Mytella charruana is a bivalve, commonly known as the charru mussel. This species was discovered  in Central and South America and by Alcide d'Orbigny, a French naturalist, in 1842. They are less than an inch long (2.5 cm), and range from brown to black in color.

Habitat 
The charru mussel is native to Panama, Argentina, Brazil and Venezuela, but is invasive to Southeastern U.S., the Philippines, Singapore, Thailand, and India. Specifically, the indigenous range of the mytilid Mytella charruana extends along the Eastern coast of South America from Venezuela to Argentina and in the Pacific from Sonora, Mexico to El Salvador. It is also said that they are native to the Galapagos Islands, the Pacific coast from Mexico to Ecuador and, again, the Atlantic coast from Argentina to Venezuela.

Climate tolerance 
Mytella charruana can survive best in temperatures from 20℃ - 23℃ with a survival rate of 83-88%, but have been found in temperatures between 13℃-36℃. Higher temperatures around 28℃ - 36℃ have about a 0-24% survival rate. Any temperature at or higher than 36℃ has a survival rate of 0%. There is low 38% survival rate in cold temperatures at 13℃.

Salinity tolerance 
Mytella charruana can survive at salinities as low as 2 ppt (parts per thousand) and as high as 22.5 ppt. They can also survive large fluctuations in salinity for long and short periods of time.

Morphology 
Mytella charruana contain byssal threads, these rope-like structures are made from collagen and act like tethers. Byssal threads can reach approximately 160% of a mussels length. These threads help mussels adhere to solid surfaces. Like other bivalves, M. charruana has a protective shell made from calcium. Two interior adductor muscles are used to open and close the shell.

Life cycle 
Mytella charruana has a spawning period between July and October. Embryos develop into free-swimming larvae, then mature into a bivalve veliger that resembles a small clam.

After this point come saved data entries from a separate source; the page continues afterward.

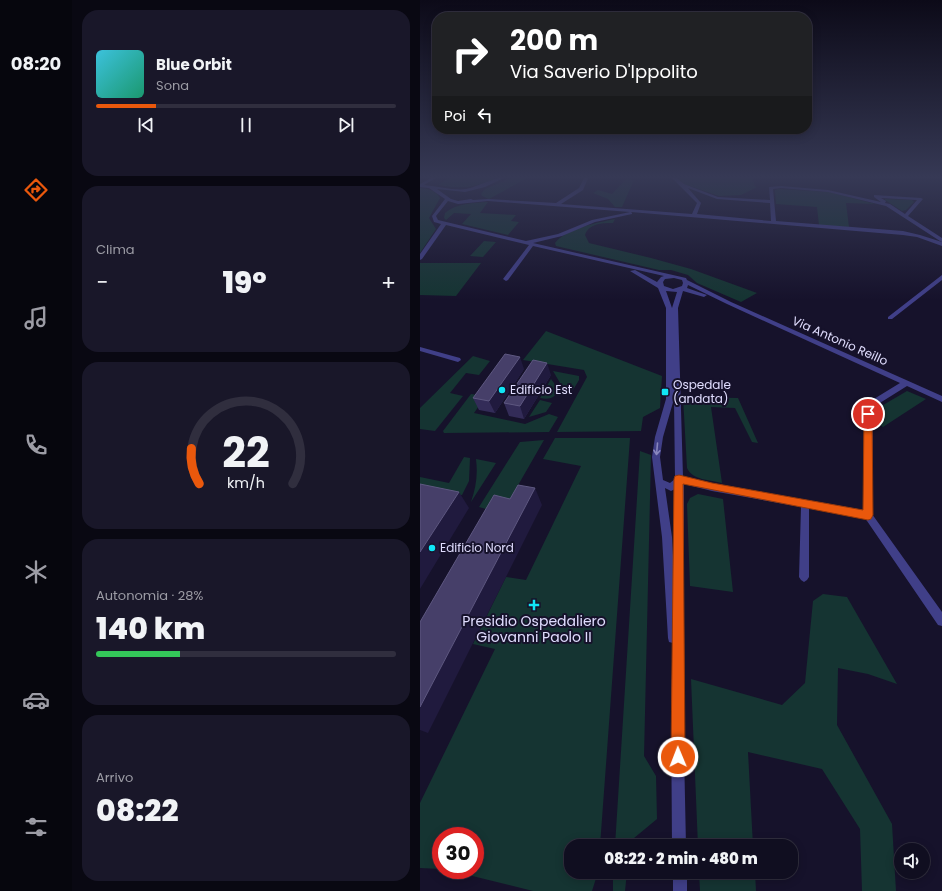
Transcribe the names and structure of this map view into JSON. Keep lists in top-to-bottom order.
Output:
{
  "streets": {
    "street": ["Via Antonio Reillo"]
  },
  "places": {
    "other": ["Edificio Est", "Edificio Nord"],
    "transit": ["Ospedale (andata)"],
    "health": ["Presidio Ospedaliero Giovanni Paolo II"]
  },
  "page": {
    "tabs": "08:20",
    "turn": ["200 m", "Via Saverio D'Ippolito"],
    "song": ["Blue Orbit", "Sona"],
    "then": "Poi",
    "tile": [
      "Clima",
      ["Autonomia · 28%", "140 km"],
      ["Arrivo", "08:22"]
    ],
    "heat": ["−", "19°", "+"],
    "limit": "30",
    "trip": "08:22 · 2 min · 480 m",
    "gauge": ["22", "km/h"]
  }
}
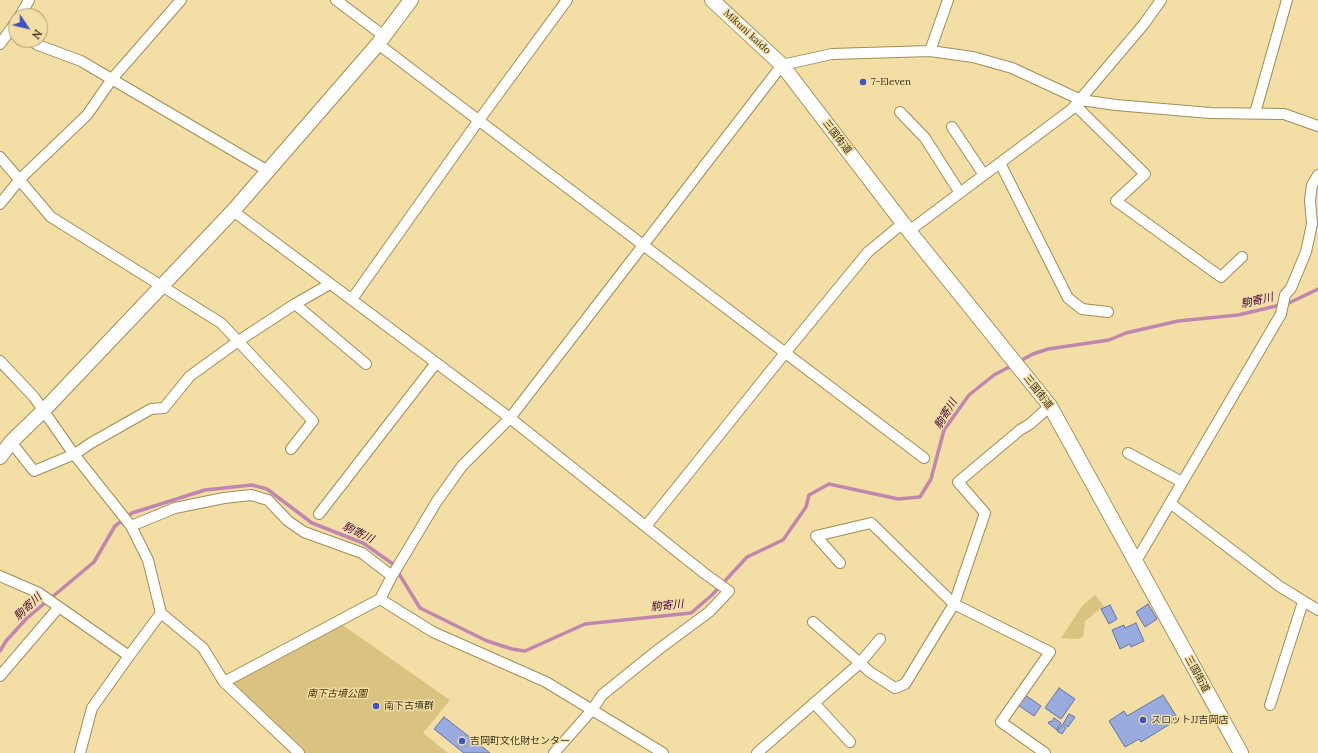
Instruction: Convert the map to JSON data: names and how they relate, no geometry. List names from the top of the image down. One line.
{"streets":{"street":["Mikuni kaido","三国街道"]},"crossings":[["Mikuni kaido","三国街道"]],"water":["駒寄川"],"parks":["南下古墳公園"],"places":["7-Eleven","南下古墳群","スロットJJ吉岡店","吉岡町文化財センター"],"north":"bottom right"}
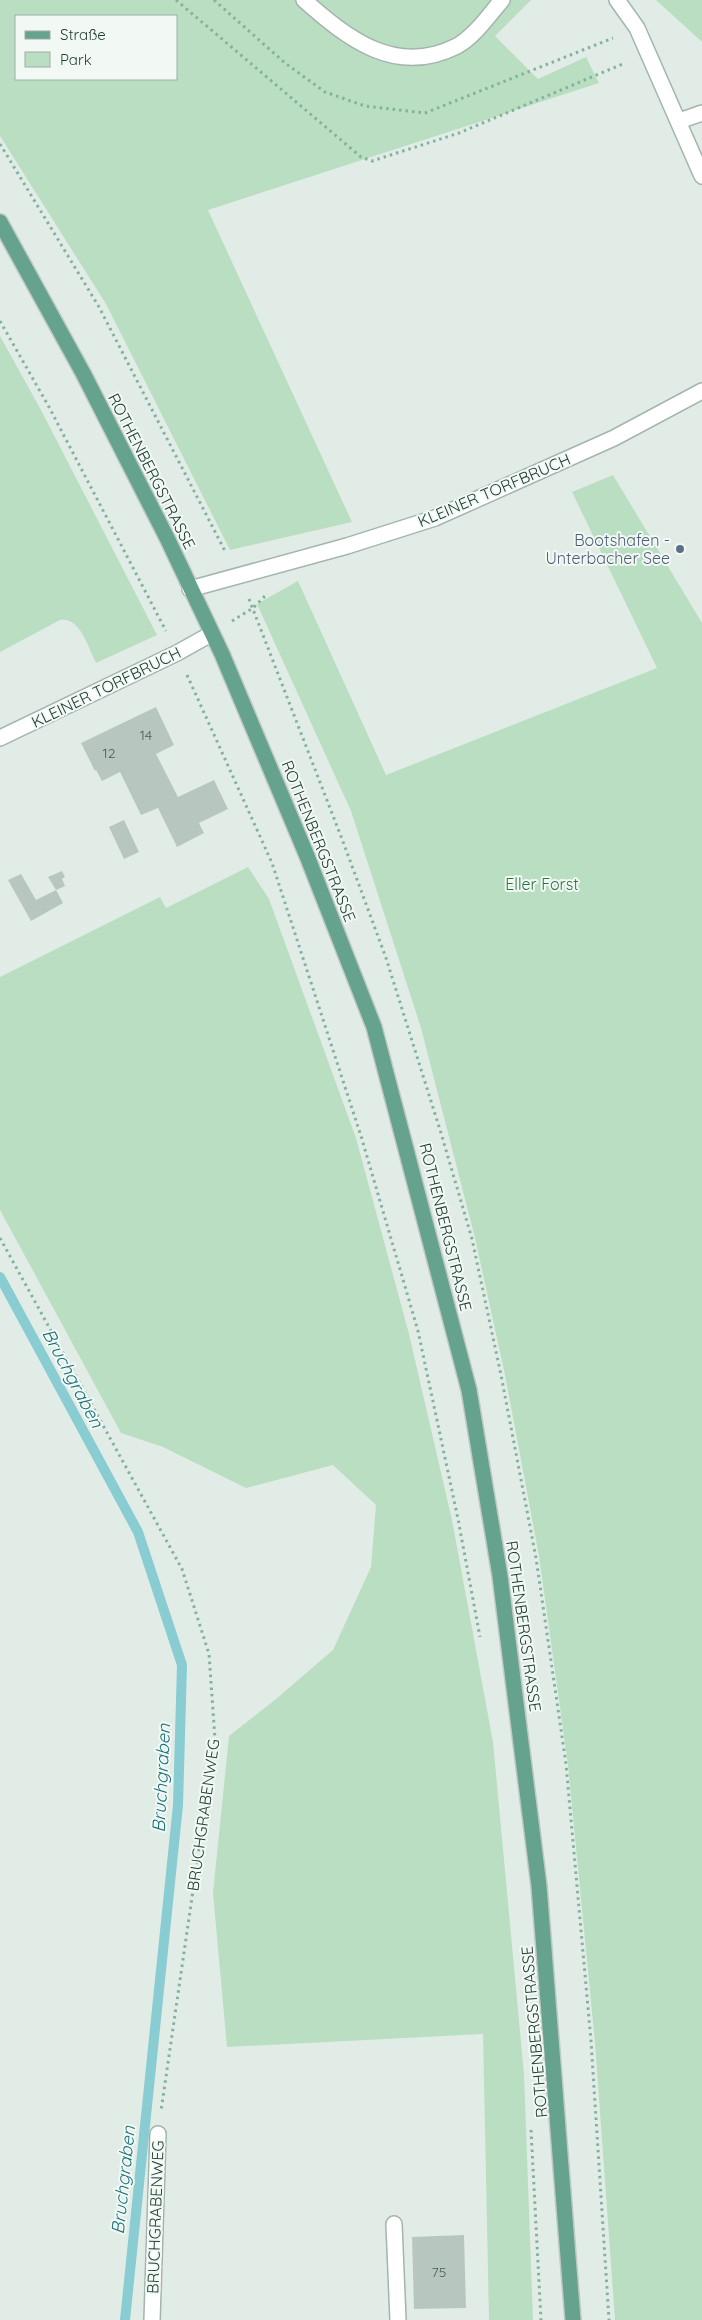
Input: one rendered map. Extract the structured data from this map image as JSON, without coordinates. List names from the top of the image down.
{
  "streets": {
    "main road": ["ROTHENBERGSTRASSE"],
    "street": ["KLEINER TORFBRUCH", "BRUCHGRABENWEG"]
  },
  "crossings": [
    ["ROTHENBERGSTRASSE", "KLEINER TORFBRUCH"]
  ],
  "water": ["Bruchgraben"],
  "parks": ["Eller Forst"],
  "places": ["Bootshafen - Unterbacher See"],
  "house_numbers": ["14", "12", "75"],
  "legend": ["Straße", "Park"]
}
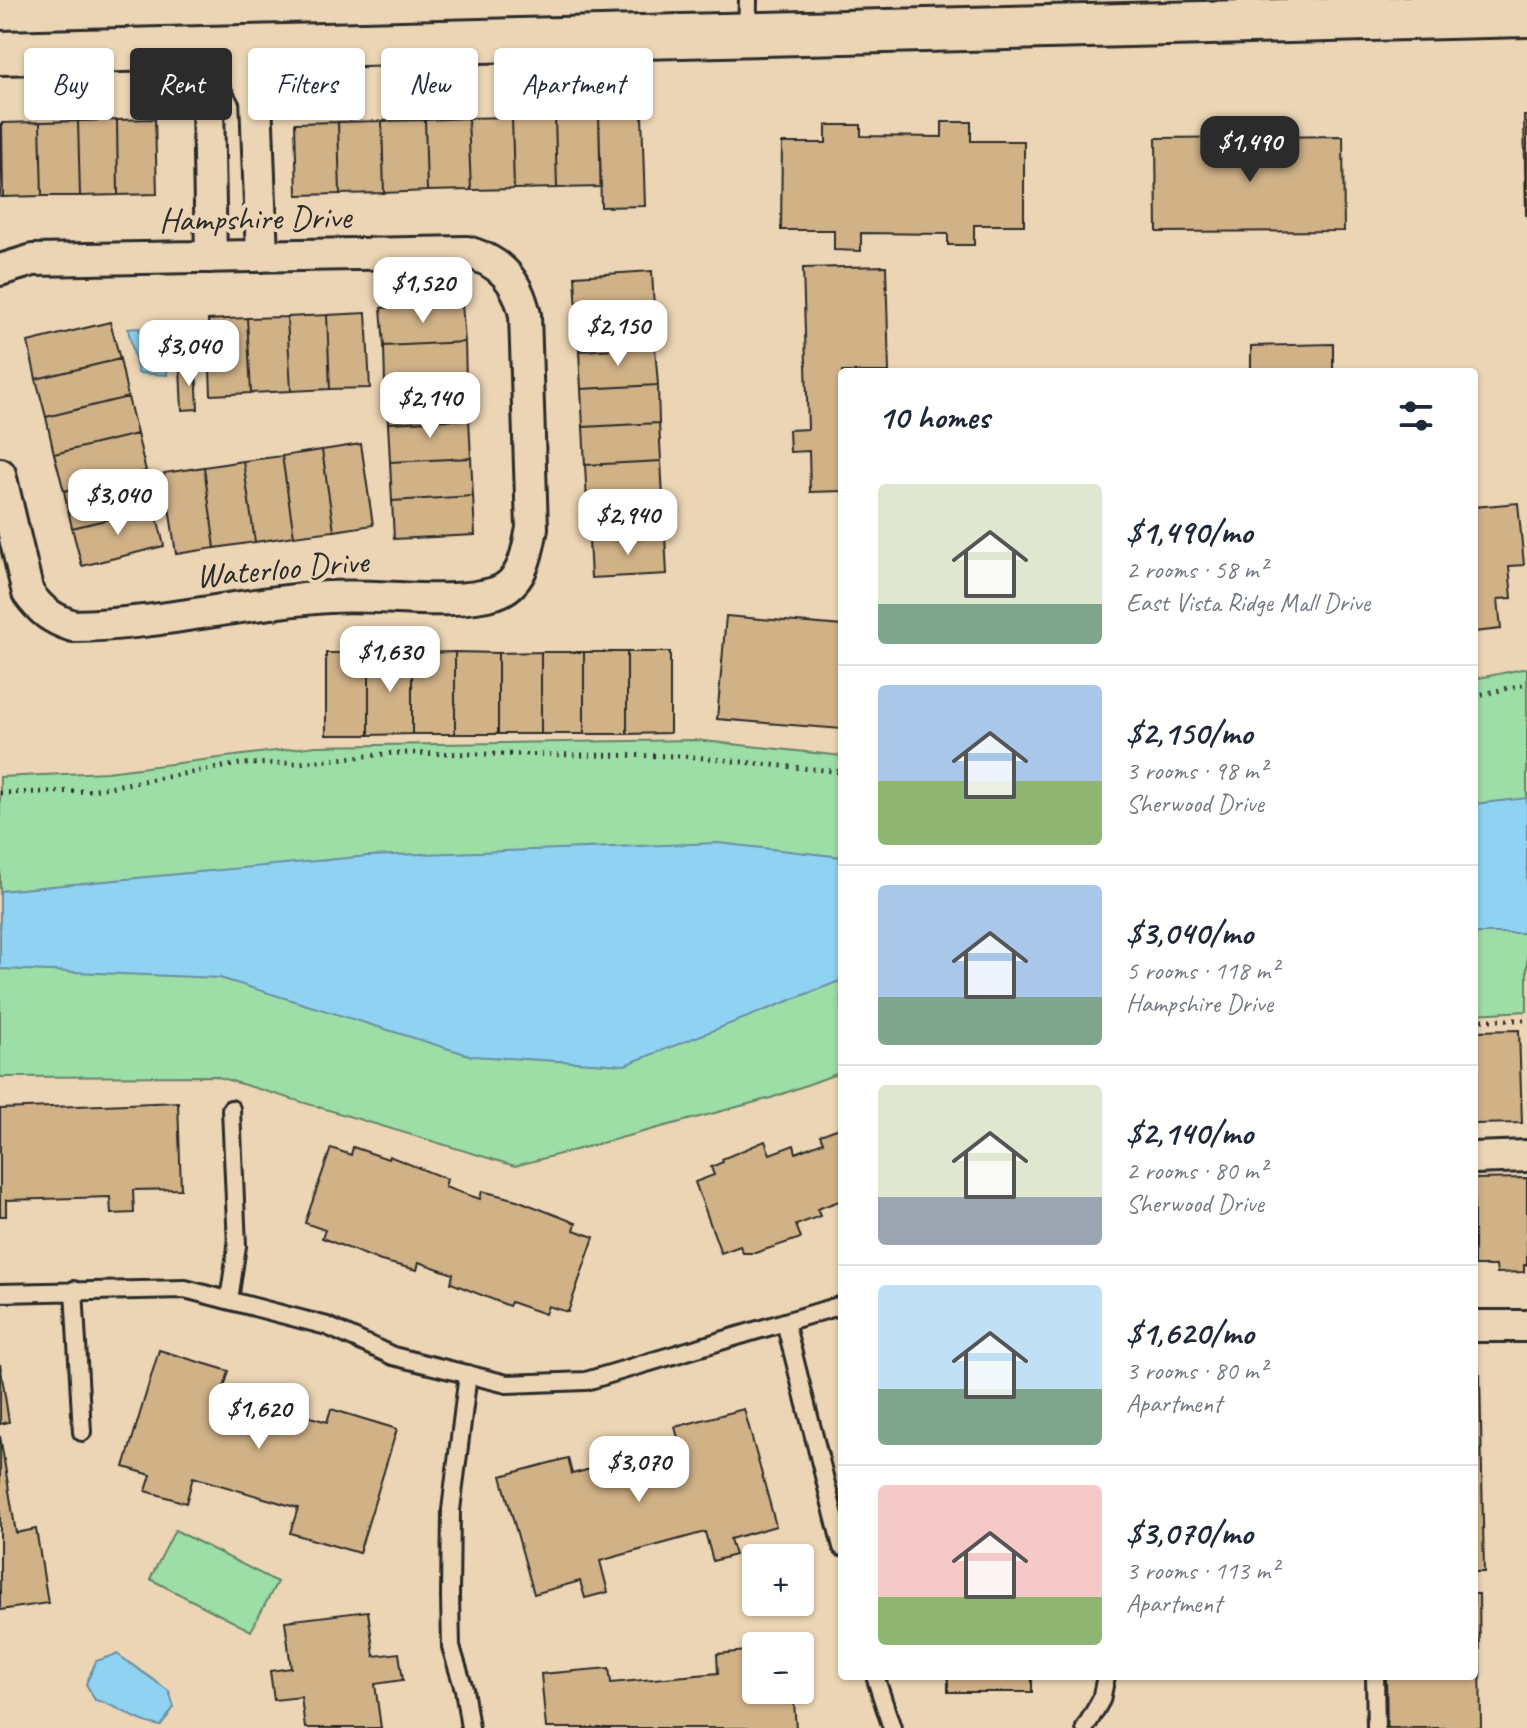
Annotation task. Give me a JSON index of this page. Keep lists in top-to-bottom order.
{
  "streets": {
    "street": ["Hampshire Drive", "Waterloo Drive"]
  },
  "crossings": [
    ["Hampshire Drive", "Waterloo Drive"]
  ],
  "page": {
    "chip": [
      "Buy",
      "Rent",
      "Filters",
      "New",
      "Apartment"
    ],
    "price": [
      "$1,490",
      "$1,520",
      "$2,150",
      "$3,040",
      "$2,140",
      "$3,040",
      "$2,940",
      "$1,630",
      "$1,620",
      "$3,070"
    ],
    "heading": "10 homes",
    "list": [
      {
        "name": "$1,490/mo",
        "note": "2 rooms · 58 m² · East Vista Ridge Mall Drive"
      },
      {
        "name": "$2,150/mo",
        "note": "3 rooms · 98 m² · Sherwood Drive"
      },
      {
        "name": "$3,040/mo",
        "note": "5 rooms · 118 m² · Hampshire Drive"
      },
      {
        "name": "$2,140/mo",
        "note": "2 rooms · 80 m² · Sherwood Drive"
      },
      {
        "name": "$1,620/mo",
        "note": "3 rooms · 80 m² · Apartment"
      },
      {
        "name": "$3,070/mo",
        "note": "3 rooms · 113 m² · Apartment"
      }
    ],
    "map_buttons": ["+", "−"]
  }
}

The veliger matures, and under certain conditions may experience sexual reversal. Insemination and fertilization has not been observed in M.  charruana.

Ecology 
Mytella charruana is an epifaunal tropical and subtropical mussel colonizing rocky substrates in estuaries primarily along the Atlantic and Caribbean coasts of South America.

Feeding 
Mytella charruana feed on phytoplankton and deleterious materials which are macronutrients.

As an invasive species

History 
Since the charru mussel is Native in warmer climates, such as Central and South America, the species has  invaded other close by warm waters. M. charruana populations moved to southeastern United States, specifically Florida and Georgia and has since been found at these areas. The population density is much lower than that of their native habitats where M. charruana densities can reach to more than 11,036 mussels m−2.  In 2014-2015, M. charruana has been reported to have invaded the Philippines, specifically in Manila South Harbor, Manila Bay, Luzon Island. This species also referred to as Mytella strigata. Subsequently, these mussels have appeared in Singapore in 2016, in Thailand in 2018, and in India in 2019.

Dispersal vectors 
Charru mussels have great dispersal ability and appear to readily colonize a variety of habitats. This ability facilitated this mussel in becoming an important invasive species in several regions of the world.